I boggled at some of the imagery, barely resisting the temptation to slap symbolism onto everything I saw. I think sometimes animator Paul Barritt was just having fun. Some of the animal suggestions were at least totemic, I guess, such as the monkeys in the "trial" parade. But why does Papageno apparently catch only owls? Maybe that's the one kind of bird his patroness, the Queen of the Night, favors. Why are Pamina and Tamino, in a trio with Sarastro aloft, kept apart by the swinging pendulum of a large clock? I'm working on that, though I think I understand why the production designers didn't want literal, or even approximate, glockenspiel, pan pipes, and flute in view, despite repeated references to those magical or signature instruments.

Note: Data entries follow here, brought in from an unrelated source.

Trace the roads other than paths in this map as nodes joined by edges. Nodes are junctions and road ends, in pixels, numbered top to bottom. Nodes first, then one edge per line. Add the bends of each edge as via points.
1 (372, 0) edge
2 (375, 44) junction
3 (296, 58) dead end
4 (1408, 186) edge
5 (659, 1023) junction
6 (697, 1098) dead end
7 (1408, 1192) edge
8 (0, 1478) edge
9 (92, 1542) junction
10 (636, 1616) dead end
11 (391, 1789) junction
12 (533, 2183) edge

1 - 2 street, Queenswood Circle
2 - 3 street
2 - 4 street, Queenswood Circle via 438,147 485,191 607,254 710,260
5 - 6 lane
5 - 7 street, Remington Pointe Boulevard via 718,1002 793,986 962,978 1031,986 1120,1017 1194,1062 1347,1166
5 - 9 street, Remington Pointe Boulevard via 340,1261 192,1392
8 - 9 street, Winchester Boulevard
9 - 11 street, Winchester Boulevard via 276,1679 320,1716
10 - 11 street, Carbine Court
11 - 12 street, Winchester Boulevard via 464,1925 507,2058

The constant shimmer and shake of the show's movement rested upon visual styles that suggested both Victorian steampunk and Dr. Seuss. The danger in this novel kind of Gesamtkunstwerk is that what you see can overwhelm what you hear. The trials by fire and water were wonderfully realized. So was the eye-popping descent of Tarmino and the two Armored Men down a sort of mine shaft into the bowels of the earth.

But I was particularly disturbed by the large peeping, blinking eyes, visible as if through gashes in a black wall, during Sarastro's great aria "In diesen heil'gen Hallen." With effort I concentrated on how well Tom McNichols was singing it. As for the animated winged nymph  — nude, including a pubic patch — who at one point flits over the young lovers' heads, it suddenly became difficult to focus on the purity of their mutual devotion.

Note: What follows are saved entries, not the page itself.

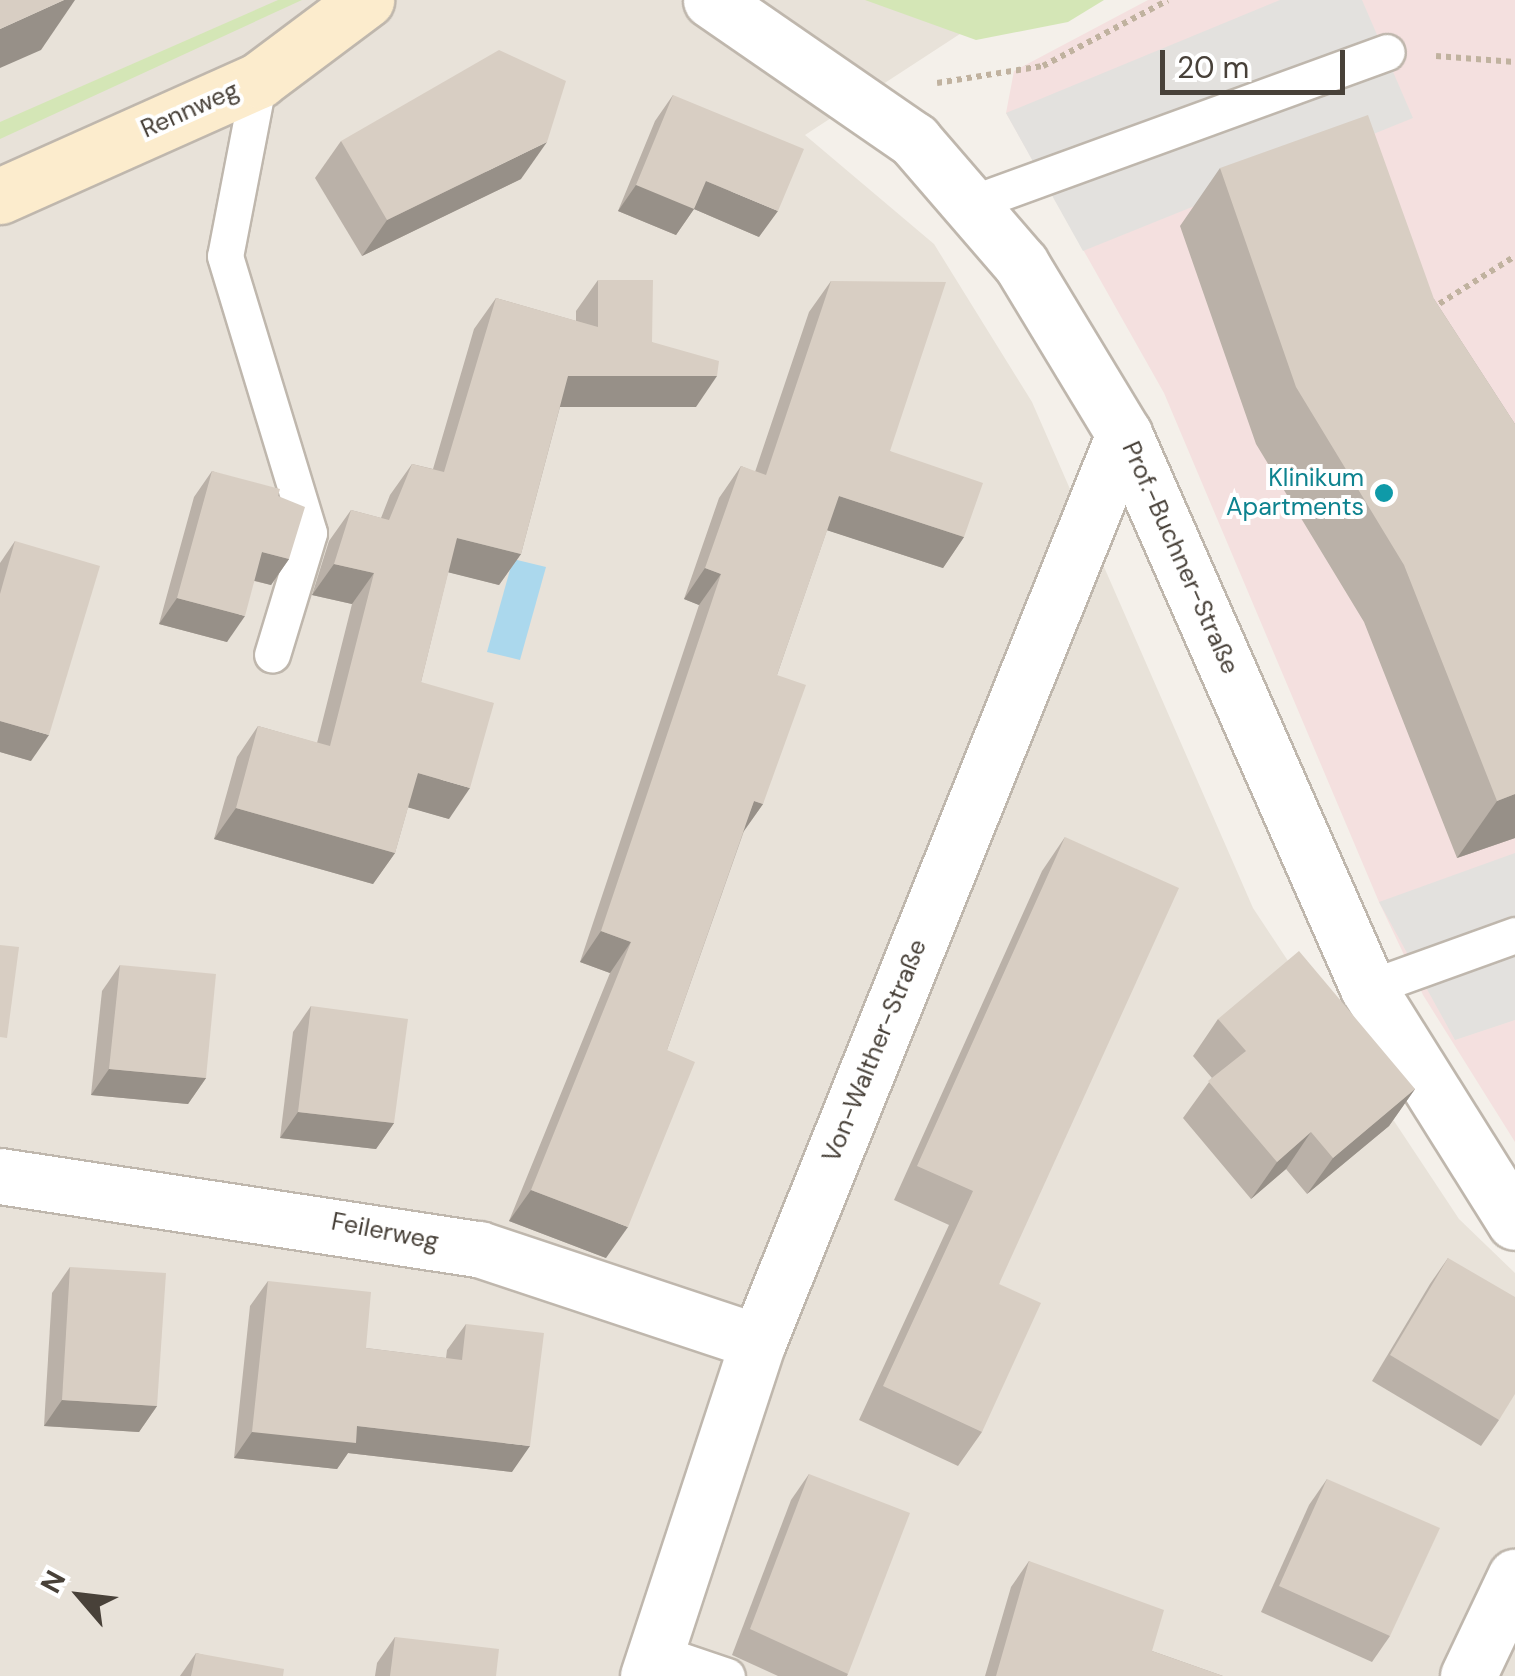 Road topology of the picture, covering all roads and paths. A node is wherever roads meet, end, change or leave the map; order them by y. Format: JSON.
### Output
{"nodes":[{"id":1,"x":366,"y":0,"type":"edge"},
{"id":2,"x":711,"y":0,"type":"edge"},
{"id":3,"x":1168,"y":0,"type":"edge"},
{"id":4,"x":1387,"y":52,"type":"joint"},
{"id":5,"x":1515,"y":62,"type":"edge"},
{"id":6,"x":259,"y":80,"type":"junction"},
{"id":7,"x":856,"y":95,"type":"junction"},
{"id":8,"x":0,"y":196,"type":"edge"},
{"id":9,"x":974,"y":202,"type":"junction"},
{"id":10,"x":1515,"y":256,"type":"edge"},
{"id":11,"x":1419,"y":316,"type":"edge"},
{"id":12,"x":1124,"y":434,"type":"junction"},
{"id":13,"x":272,"y":654,"type":"dead end"},
{"id":14,"x":1515,"y":935,"type":"edge"},
{"id":15,"x":1368,"y":988,"type":"junction"},
{"id":16,"x":0,"y":1176,"type":"edge"},
{"id":17,"x":1515,"y":1222,"type":"edge"},
{"id":18,"x":758,"y":1342,"type":"junction"},
{"id":19,"x":1515,"y":1577,"type":"edge"},
{"id":20,"x":1490,"y":1645,"type":"edge"},
{"id":21,"x":651,"y":1664,"type":"edge"},
{"id":22,"x":728,"y":1676,"type":"edge"}],
"edges":[{"from":1,"to":6,"type":"main road","name":"Rennweg"},
{"from":2,"to":7,"type":"street","name":"Prof.-Buchner-Straße"},
{"from":3,"to":7,"type":"path"},
{"from":4,"to":5,"type":"path"},
{"from":4,"to":9,"type":"lane"},
{"from":6,"to":8,"type":"main road","name":"Rennweg"},
{"from":6,"to":13,"type":"lane"},
{"from":7,"to":9,"type":"street","name":"Prof.-Buchner-Straße"},
{"from":9,"to":12,"type":"street","name":"Prof.-Buchner-Straße"},
{"from":10,"to":11,"type":"path"},
{"from":12,"to":15,"type":"street","name":"Prof.-Buchner-Straße"},
{"from":12,"to":18,"type":"street","name":"Von-Walther-Straße"},
{"from":14,"to":15,"type":"lane"},
{"from":15,"to":17,"type":"street","name":"Prof.-Buchner-Straße"},
{"from":16,"to":18,"type":"street","name":"Feilerweg"},
{"from":18,"to":21,"type":"street","name":"Von-Walther-Straße"},
{"from":19,"to":20,"type":"street"},
{"from":21,"to":22,"type":"lane"}]}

Cbristopher Allen conducted, and if I was after purity, I got plenty in a magnificent reading of the overture by the orchestra.
As for the rest, I admit I was transported — the production's clear intent. It presents indeed a world elsewhere, not a half-hearted or rote attempt to fashion one merely in the spirit of Mozart and Schikaneder. In the 21st century, there are other spirits to be served, after all. This production insists: Dream on!